Hi,
I am trying to find the best way to set up a many to many link for two objects. According to https://www.palantir.com/docs/foundry/learning-data-dataeng-08/21/, I need a join table that contains the primary keys of both objects. What is the best way to build this backing dataset in Pyspark? Using each backing dataset for the respective objects as inputs and just joining two dfs that each contain the primary key only? Some advice on this would be great!
Hi @sirnyls ,
The answer may depend on the origin of your data and nature of the links. Commonly, you may already have such a join table originating from your external system holding the truth for links between different object types. In this case, you should ingest it into the Foundry and configure it to back the new many to many link type.
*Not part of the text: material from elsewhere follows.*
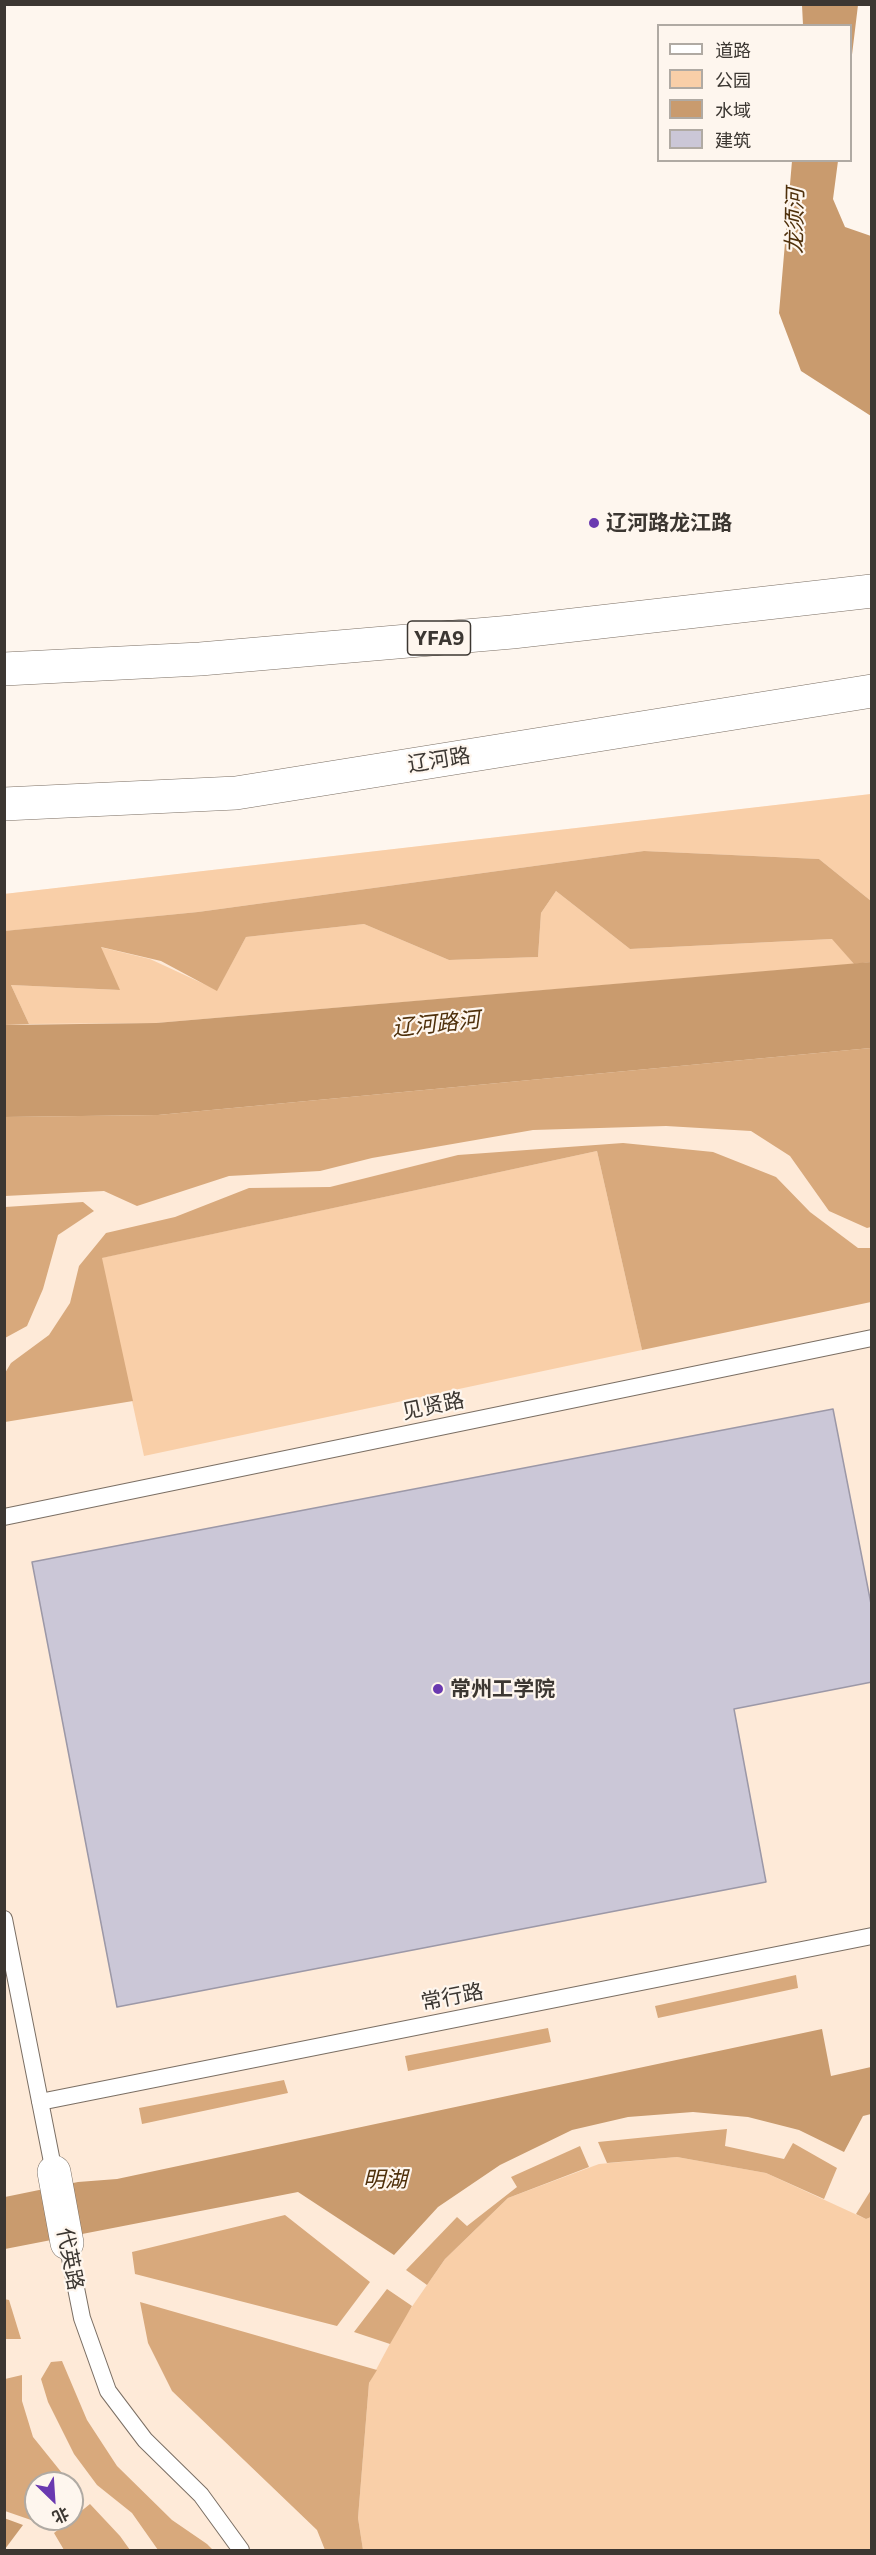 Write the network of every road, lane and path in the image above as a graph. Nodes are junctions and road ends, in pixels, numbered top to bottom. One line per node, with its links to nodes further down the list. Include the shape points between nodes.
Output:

Your proposal will end up linking objects that are not related, which most likely isn’t what you are after. It’s only an artificial over-linked view of the world, whereas as a user you usually want to only capture the relevant links from the real world. Sticking with the Palantir linked example, not every passenger should be connected to every flight alert. Only passengers flying on the affected flight should be connected to the alert.
Furthermore, Foundry allows you to manage (create, delete etc.) these links directly within Ontology using Actions. If you don’t have such a backing dataset representing a join table yet available, you can start with an empty dataset (it can originate from pyspark transforms or Pipeline Builder) which you will populate going forward within Foundry. In this case, many to many link type within Foundry will act as a source of the truth for the object links.
Thanks for clarifying. Maybe a follow-up question on this: I tried to use a restricted view as a linking table between two objects, however I could not select it. If both objects are based on a restricted view and the linking table is just a normal view, which data is then accessible to the user?